The laws of Lucifer’s kingdom said that once you are a thrall, you are always a thrall. You can be passed from owner to owner but you can never, ever be free. I really did not want to be Gabriel’s owner. But I didn’t want him to belong to someone else who would abuse him, either. So mostly I left him alone and avoided making direct requests of him that he would be forced to follow.

This meant that I spent a lot more time flying solo than I used to, unless Samiel decided to come with me. Samiel was Gabriel’s half brother and he’d recently become a part of my household collection of oddities. He frequently came with me on pickups because he had an insatiable curiosity about anything and everything to do with humans, but Beezle had insisted that Samiel stay home this morning and watch a movie with him.

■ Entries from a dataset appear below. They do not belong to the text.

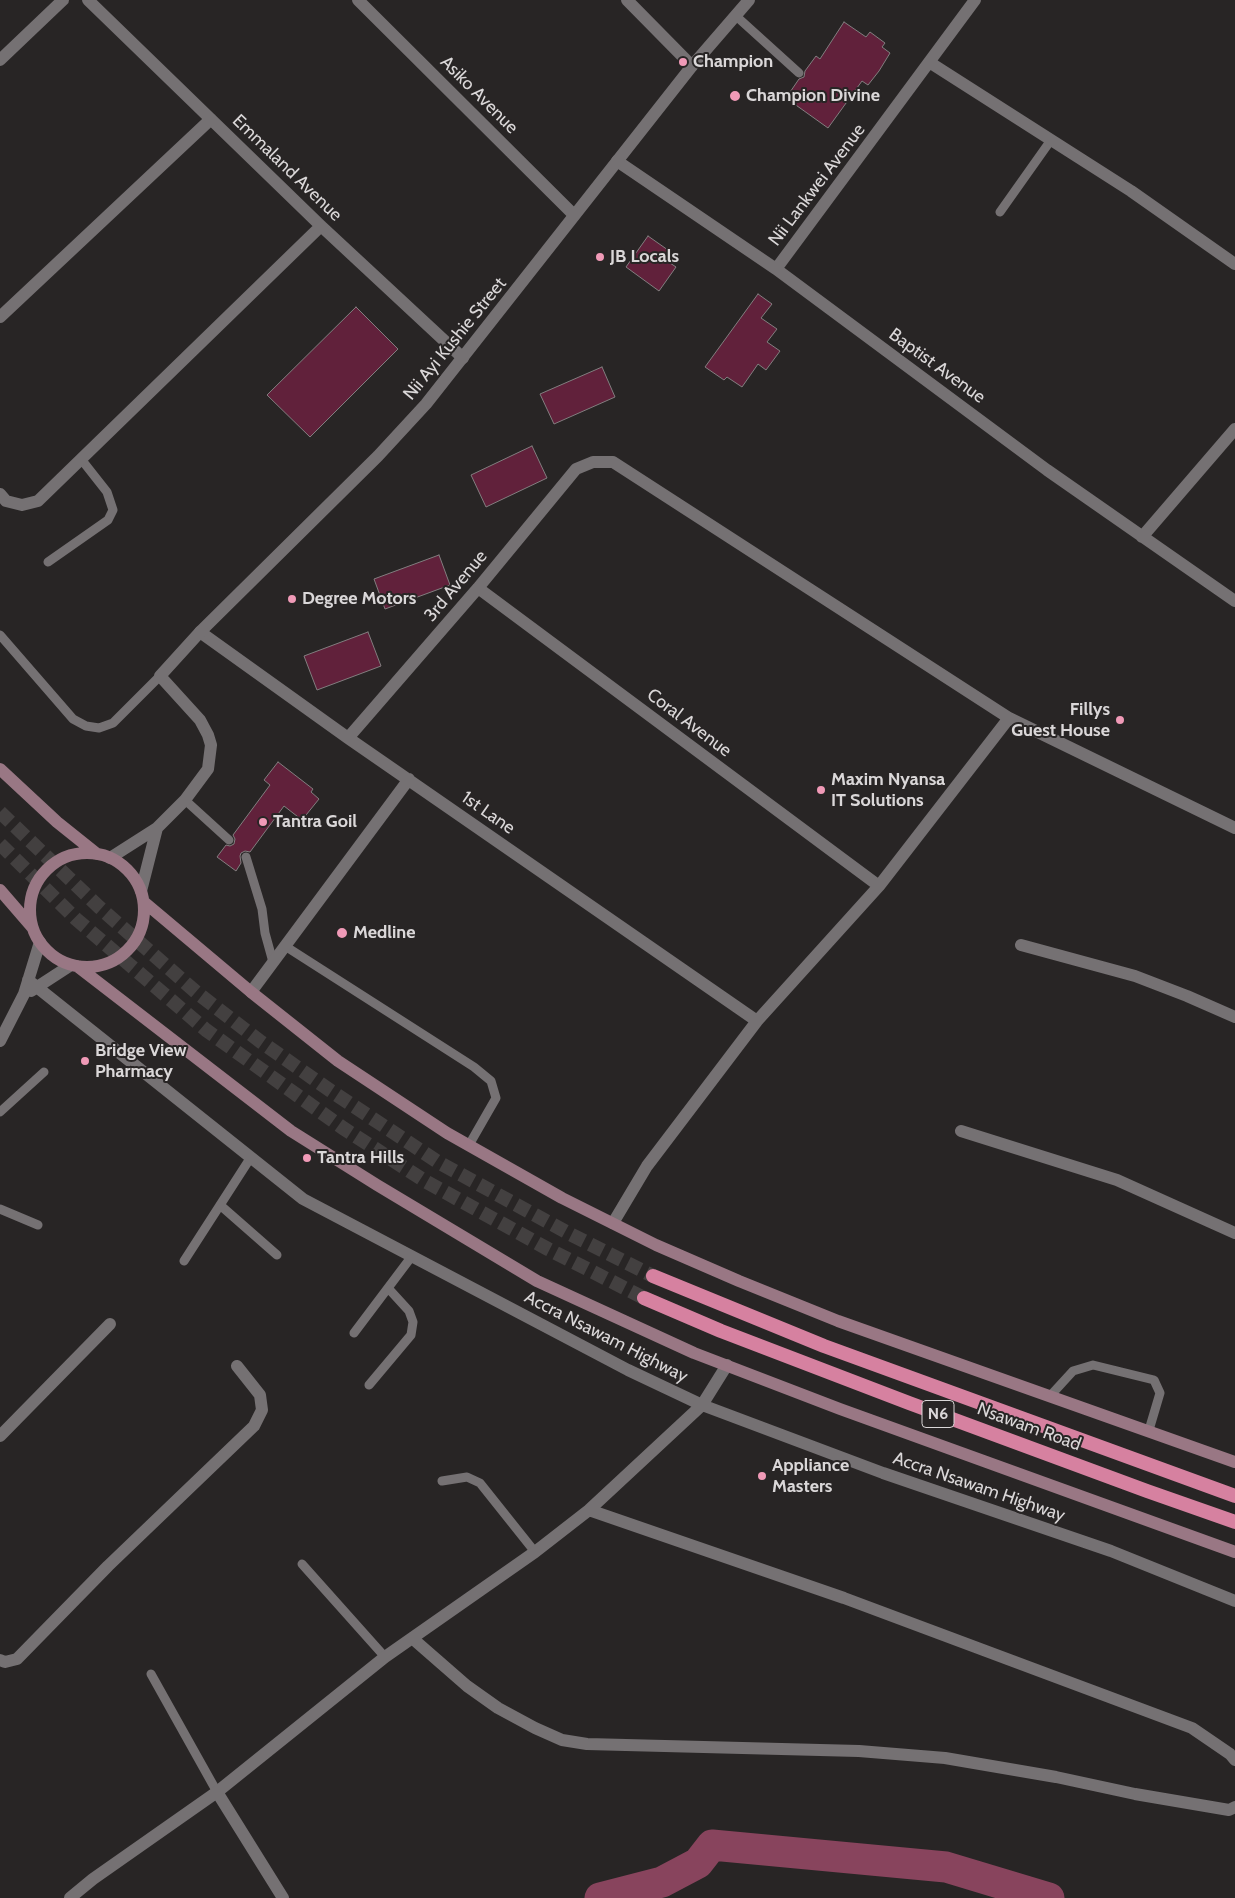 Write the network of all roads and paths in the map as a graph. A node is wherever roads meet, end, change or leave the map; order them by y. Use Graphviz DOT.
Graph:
graph roads {
  1 [pos="63,0"];
  2 [pos="88,0"];
  3 [pos="358,0"];
  4 [pos="627,0"];
  5 [pos="749,0"];
  6 [pos="975,0"];
  7 [pos="736,16"];
  8 [pos="0,60"];
  9 [pos="929,62"];
  10 [pos="692,66"];
  11 [pos="798,73"];
  12 [pos="211,119"];
  13 [pos="1051,140"];
  14 [pos="617,161"];
  15 [pos="1000,212"];
  16 [pos="574,215"];
  17 [pos="320,226"];
  18 [pos="1235,264"];
  19 [pos="776,270"];
  20 [pos="0,317"];
  21 [pos="463,358"];
  22 [pos="1235,429"];
  23 [pos="81,459"];
  24 [pos="0,494"];
  25 [pos="1142,537"];
  26 [pos="48,562"];
  27 [pos="478,588"];
  28 [pos="1235,601"];
  29 [pos="200,632"];
  30 [pos="0,635"];
  31 [pos="160,676"];
  32 [pos="1009,718"];
  33 [pos="348,738"];
  34 [pos="0,769"];
  35 [pos="408,779"];
  36 [pos="185,800"];
  37 [pos="157,828"];
  38 [pos="1235,828"];
  39 [pos="229,840"];
  40 [pos="98,854"];
  41 [pos="246,857"];
  42 [pos="110,858"];
  43 [pos="879,886"];
  44 [pos="0,890"];
  45 [pos="143,896"];
  46 [pos="32,927"];
  47 [pos="40,942"];
  48 [pos="1021,945"];
  49 [pos="285,946"];
  50 [pos="273,962"];
  51 [pos="74,966"];
  52 [pos="33,984"];
  53 [pos="250,992"];
  54 [pos="1235,1017"];
  55 [pos="758,1021"];
  56 [pos="0,1041"];
  57 [pos="44,1072"];
  58 [pos="0,1112"];
  59 [pos="960,1131"];
  60 [pos="469,1145"];
  61 [pos="251,1157"];
  62 [pos="220,1205"];
  63 [pos="0,1209"];
  64 [pos="613,1223"];
  65 [pos="38,1225"];
  66 [pos="1235,1233"];
  67 [pos="277,1255"];
  68 [pos="412,1256"];
  69 [pos="184,1261"];
  70 [pos="653,1276"];
  71 [pos="388,1288"];
  72 [pos="644,1298"];
  73 [pos="110,1324"];
  74 [pos="354,1334"];
  75 [pos="727,1365"];
  76 [pos="237,1366"];
  77 [pos="369,1385"];
  78 [pos="1051,1396"];
  79 [pos="702,1405"];
  80 [pos="1149,1430"];
  81 [pos="0,1436"];
  82 [pos="1235,1462"];
  83 [pos="442,1481"];
  84 [pos="1235,1496"];
  85 [pos="589,1510"];
  86 [pos="1235,1522"];
  87 [pos="535,1552"];
  88 [pos="1235,1552"];
  89 [pos="302,1564"];
  90 [pos="1235,1601"];
  91 [pos="412,1638"];
  92 [pos="385,1657"];
  93 [pos="0,1660"];
  94 [pos="151,1674"];
  95 [pos="1235,1760"];
  96 [pos="217,1792"];
  97 [pos="1235,1807"];
  98 [pos="70,1898"];
  99 [pos="283,1898"];
  1 -- 8 [label="street"];
  2 -- 12 [label="street, Emmaland Avenue"];
  3 -- 16 [label="street, Asiko Avenue"];
  4 -- 10 [label="street"];
  5 -- 7 [label="street, Nii Ayi Kushie Street"];
  6 -- 9 [label="street, Nii Lankwei Avenue"];
  7 -- 10 [label="street, Nii Ayi Kushie Street"];
  7 -- 11 [label="lane"];
  9 -- 13 [label="street"];
  9 -- 19 [label="street, Nii Lankwei Avenue"];
  10 -- 14 [label="street, Nii Ayi Kushie Street"];
  12 -- 17 [label="street, Emmaland Avenue"];
  12 -- 20 [label="street"];
  13 -- 15 [label="lane"];
  13 -- 18 [label="street"];
  14 -- 16 [label="street, Nii Ayi Kushie Street"];
  14 -- 19 [label="street, Baptist Avenue"];
  16 -- 21 [label="street, Nii Ayi Kushie Street"];
  17 -- 21 [label="street, Emmaland Avenue"];
  17 -- 23 [label="street"];
  19 -- 25 [label="street, Baptist Avenue"];
  21 -- 29 [label="street, Nii Ayi Kushie Street"];
  22 -- 25 [label="street"];
  23 -- 24 [label="street"];
  23 -- 26 [label="lane"];
  25 -- 28 [label="street, Baptist Avenue"];
  27 -- 32 [label="street, 3rd Avenue"];
  27 -- 33 [label="street, 3rd Avenue"];
  27 -- 43 [label="street, Coral Avenue"];
  29 -- 31 [label="street, Nii Ayi Kushie Street"];
  29 -- 33 [label="street, 1st Lane"];
  30 -- 31 [label="lane"];
  31 -- 36 [label="street"];
  32 -- 38 [label="street"];
  32 -- 43 [label="street"];
  33 -- 35 [label="street, 1st Lane"];
  34 -- 40 [label="main road"];
  35 -- 49 [label="street"];
  35 -- 55 [label="street, 1st Lane"];
  36 -- 37 [label="street"];
  36 -- 39 [label="lane"];
  37 -- 42 [label="street"];
  37 -- 45 [label="street"];
  40 -- 42 [label="main road"];
  40 -- 46 [label="main road"];
  41 -- 50 [label="lane"];
  42 -- 45 [label="main road"];
  43 -- 55 [label="street"];
  44 -- 46 [label="main road"];
  45 -- 51 [label="main road"];
  45 -- 53 [label="main road"];
  46 -- 47 [label="main road"];
  47 -- 51 [label="main road"];
  47 -- 52 [label="street"];
  48 -- 54 [label="street"];
  49 -- 50 [label="street"];
  49 -- 60 [label="lane"];
  50 -- 53 [label="street"];
  51 -- 52 [label="street"];
  51 -- 75 [label="main road"];
  52 -- 56 [label="street"];
  52 -- 61 [label="street, Accra Nsawam Highway"];
  53 -- 60 [label="main road"];
  55 -- 64 [label="street"];
  57 -- 58 [label="lane"];
  59 -- 66 [label="street"];
  60 -- 64 [label="main road"];
  61 -- 62 [label="lane"];
  61 -- 68 [label="street, Accra Nsawam Highway"];
  62 -- 67 [label="lane"];
  62 -- 69 [label="lane"];
  63 -- 65 [label="lane"];
  64 -- 78 [label="main road"];
  68 -- 71 [label="lane"];
  68 -- 79 [label="street, Accra Nsawam Highway"];
  70 -- 84 [label="highway, Nsawam Road / N6"];
  71 -- 74 [label="lane"];
  71 -- 77 [label="lane"];
  72 -- 86 [label="highway, Nsawam Road / N6"];
  73 -- 81 [label="street"];
  75 -- 79 [label="street"];
  75 -- 88 [label="main road"];
  76 -- 93 [label="street"];
  78 -- 80 [label="main road"];
  78 -- 80 [label="lane"];
  79 -- 85 [label="street"];
  79 -- 90 [label="street, Accra Nsawam Highway"];
  80 -- 82 [label="main road"];
  83 -- 87 [label="lane"];
  85 -- 87 [label="street"];
  85 -- 95 [label="street"];
  87 -- 91 [label="street"];
  89 -- 92 [label="lane"];
  91 -- 92 [label="street"];
  91 -- 97 [label="street"];
  92 -- 96 [label="street"];
  94 -- 96 [label="lane"];
  96 -- 98 [label="street"];
  96 -- 99 [label="street"];
}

The gargoyle had been strangely mysterious about the choice of film, too, so I just hoped that he wasn’t making Samiel watch something icky, like a really bloody horror movie.

I was flying lower than I usually do, close to the rooftops, which is why I saw the ghost.

It was walking in circles on the sidewalk, which was odd behavior, even for an apparition. Every once in a while it would walk toward the brick exterior of a building and bounce off, almost as if it didn’t know that ghosts could drift through solid objects.

I lowered myself to the ground, so focused on the specter’s weird behavior that I bumped into a kid with a hooded sweatshirt and backpack making his way to a nearby bus stop. The kid stopped and looked behind him, alarmed. Seeing nothing, he continued on, his shoulders tensed as if waiting for an attack.

That was stupid of me. I shook my head and continued on toward the ghost, who was still walking in circles near the newspaper boxes on the corner. As I approached I saw that it was a twentysomething male, and he was talking to himself.

“Got to get to class—can’t stop—got to go now—sorry red—have to go—can’t stay—don’t make me stay—don’t make me stay—don’t make me stay.”

He was dressed in that slouchy, worn-out style that a lot of college students favored. As I got closer his voice rose in a crescendo.

“No, can’t stop—can’t stay—sorry red—don’t make me stay—don’t make me stay—DON’T MAKE ME!” He walked into a building, bounced off the wall and walked back, bouncing off again like a record with a skipping needle.

“Hey,” I said, putting my hand on his shoulder. “Hey, do you need help?”

He turned on me in terror, his hands raised and his wrists crossed in front of his face as if expecting a blow. “No, can’t stop—don’t make me!”

I held my own hands up so that he would know that I wasn’t going to hurt him. “Hey, it’s okay. It’s okay. You’re safe. Can I help you? Can I bring you somewhere?”

Maybe I could convince this soul to go to the Door. That would probably win me points with J.B., even if he wasn’t my direct supervisor anymore. J.B. hated ghosts. He took the presence of every lost soul as a personal affront to his ordered universe.

The ghost had lowered his hands, but when I asked if I could bring him somewhere, he got that panicky, trapped-animal look again. “No, can’t stop—got to go—don’t make me stay!”

I didn’t know if he’d been damaged in life or in death, and I didn’t usually intervene in the afterlives of ghosts—once the soul has made their choice to haunt instead of go to the Door, an Agent is pretty much out of it. But this ghost was acting so weird, I couldn’t believe that the Agent who had been sent to do his pickup had left him like this. I thought I’d better get him off the streets.

I called an Agent response team and gave them my location.

“Agent Madeline Black, north side, near the bus stop at the corner of Clark and Wellington. Yeah, I’ve got an unruly ghost here.”

I gave the dispatcher some info on the ghost’s behavior and he told me to wait until the response team arrived. I tucked my phone in my pocket and settled in to babysit.